> _BRIEF_: Transcribe all the entries word for word, skipping the pictures.

[[ GIVEN ENTRIES, beginning ]]

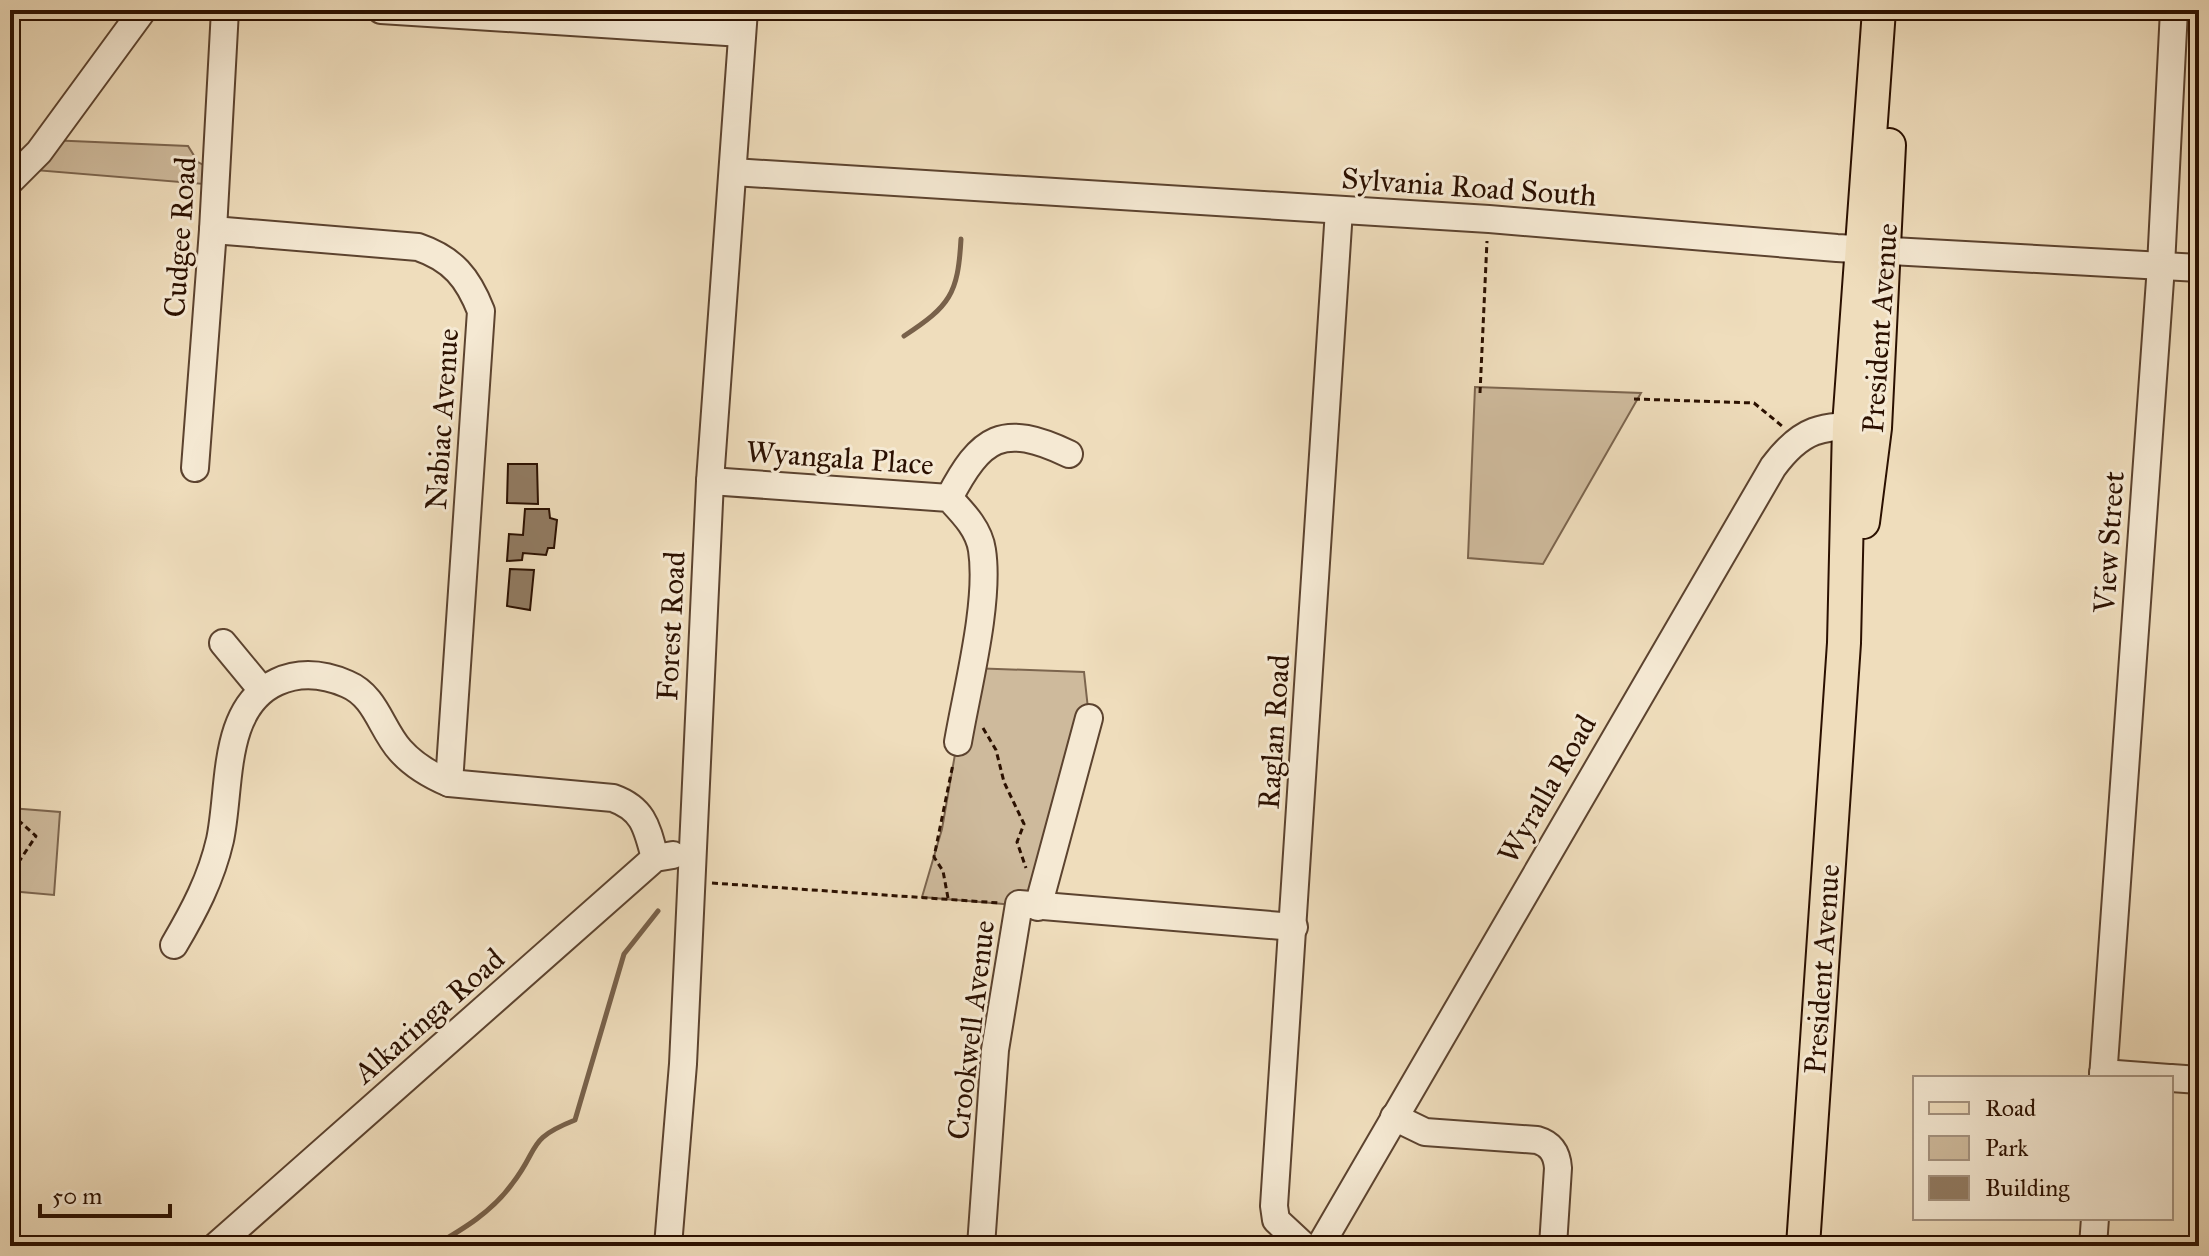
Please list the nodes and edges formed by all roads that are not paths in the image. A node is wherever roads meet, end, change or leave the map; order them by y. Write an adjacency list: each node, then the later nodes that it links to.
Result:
1 (225, 10): 11 (street, Cudgee Road)
2 (381, 10): 7 (street)
3 (1879, 10): 12 (main road, President Avenue)
4 (1894, 10): 12 (main road, President Avenue)
5 (2174, 10): 13 (street, View Street)
6 (139, 11): 9 (street)
7 (743, 21): 8 (street, Forest Road)
8 (733, 172): 10 (street, Sylvania Road South); 18 (street, Forest Road)
9 (10, 181)
10 (1339, 210): 12 (street, Sylvania Road South); 28 (street, Raglan Road)
11 (213, 230): 17 (street, Cudgee Road); 24 (street, Nabiac Avenue)
12 (1873, 248): 13 (street, Sylvania Road South); 15 (main road, President Avenue)
13 (2161, 266): 14 (street, Sylvania Road South); 30 (street, View Street)
14 (2199, 268)
15 (1862, 427): 34 (street, Wyralla Road); 42 (main road, President Avenue)
16 (1069, 454): 19 (street)
17 (195, 468)
18 (710, 481): 19 (street, Wyangala Place); 26 (street, Forest Road)
19 (949, 498): 23 (street, Wyangala Place)
20 (223, 643): 21 (street)
21 (261, 689): 24 (street); 29 (street)
22 (1089, 718): 27 (street)
23 (958, 742)
24 (449, 783): 25 (street)
25 (655, 858): 26 (street); 36 (street, Alkaringa Road)
26 (693, 868): 37 (street, Forest Road)
27 (1028, 906): 28 (street, Crookwell Avenue); 38 (street, Crookwell Avenue)
28 (1294, 927): 39 (street, Raglan Road)
29 (174, 945)
30 (2103, 1075): 31 (street)
31 (2125, 1076)
32 (2173, 1078): 33 (street)
33 (2199, 1080)
34 (1394, 1117): 40 (street, Wyralla Road); 41 (street)
35 (2095, 1220): 43 (street)
36 (216, 1246)
37 (668, 1246)
38 (981, 1246)
39 (1304, 1246)
40 (1320, 1246)
41 (1553, 1246)
42 (1803, 1246)
43 (2093, 1246)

[[ GIVEN ENTRIES, end ]]

> _EXPECTED ANSWER_:
Please list the nodes and edges formed by all roads that are not paths in the image. A node is wherever roads meet, end, change or leave the map; order them by y. Write an adjacency list: each node, then the later nodes that it links to.
Result:
1 (225, 10): 11 (street, Cudgee Road)
2 (381, 10): 7 (street)
3 (1879, 10): 12 (main road, President Avenue)
4 (1894, 10): 12 (main road, President Avenue)
5 (2174, 10): 13 (street, View Street)
6 (139, 11): 9 (street)
7 (743, 21): 8 (street, Forest Road)
8 (733, 172): 10 (street, Sylvania Road South); 18 (street, Forest Road)
9 (10, 181)
10 (1339, 210): 12 (street, Sylvania Road South); 28 (street, Raglan Road)
11 (213, 230): 17 (street, Cudgee Road); 24 (street, Nabiac Avenue)
12 (1873, 248): 13 (street, Sylvania Road South); 15 (main road, President Avenue)
13 (2161, 266): 14 (street, Sylvania Road South); 30 (street, View Street)
14 (2199, 268)
15 (1862, 427): 34 (street, Wyralla Road); 42 (main road, President Avenue)
16 (1069, 454): 19 (street)
17 (195, 468)
18 (710, 481): 19 (street, Wyangala Place); 26 (street, Forest Road)
19 (949, 498): 23 (street, Wyangala Place)
20 (223, 643): 21 (street)
21 (261, 689): 24 (street); 29 (street)
22 (1089, 718): 27 (street)
23 (958, 742)
24 (449, 783): 25 (street)
25 (655, 858): 26 (street); 36 (street, Alkaringa Road)
26 (693, 868): 37 (street, Forest Road)
27 (1028, 906): 28 (street, Crookwell Avenue); 38 (street, Crookwell Avenue)
28 (1294, 927): 39 (street, Raglan Road)
29 (174, 945)
30 (2103, 1075): 31 (street)
31 (2125, 1076)
32 (2173, 1078): 33 (street)
33 (2199, 1080)
34 (1394, 1117): 40 (street, Wyralla Road); 41 (street)
35 (2095, 1220): 43 (street)
36 (216, 1246)
37 (668, 1246)
38 (981, 1246)
39 (1304, 1246)
40 (1320, 1246)
41 (1553, 1246)
42 (1803, 1246)
43 (2093, 1246)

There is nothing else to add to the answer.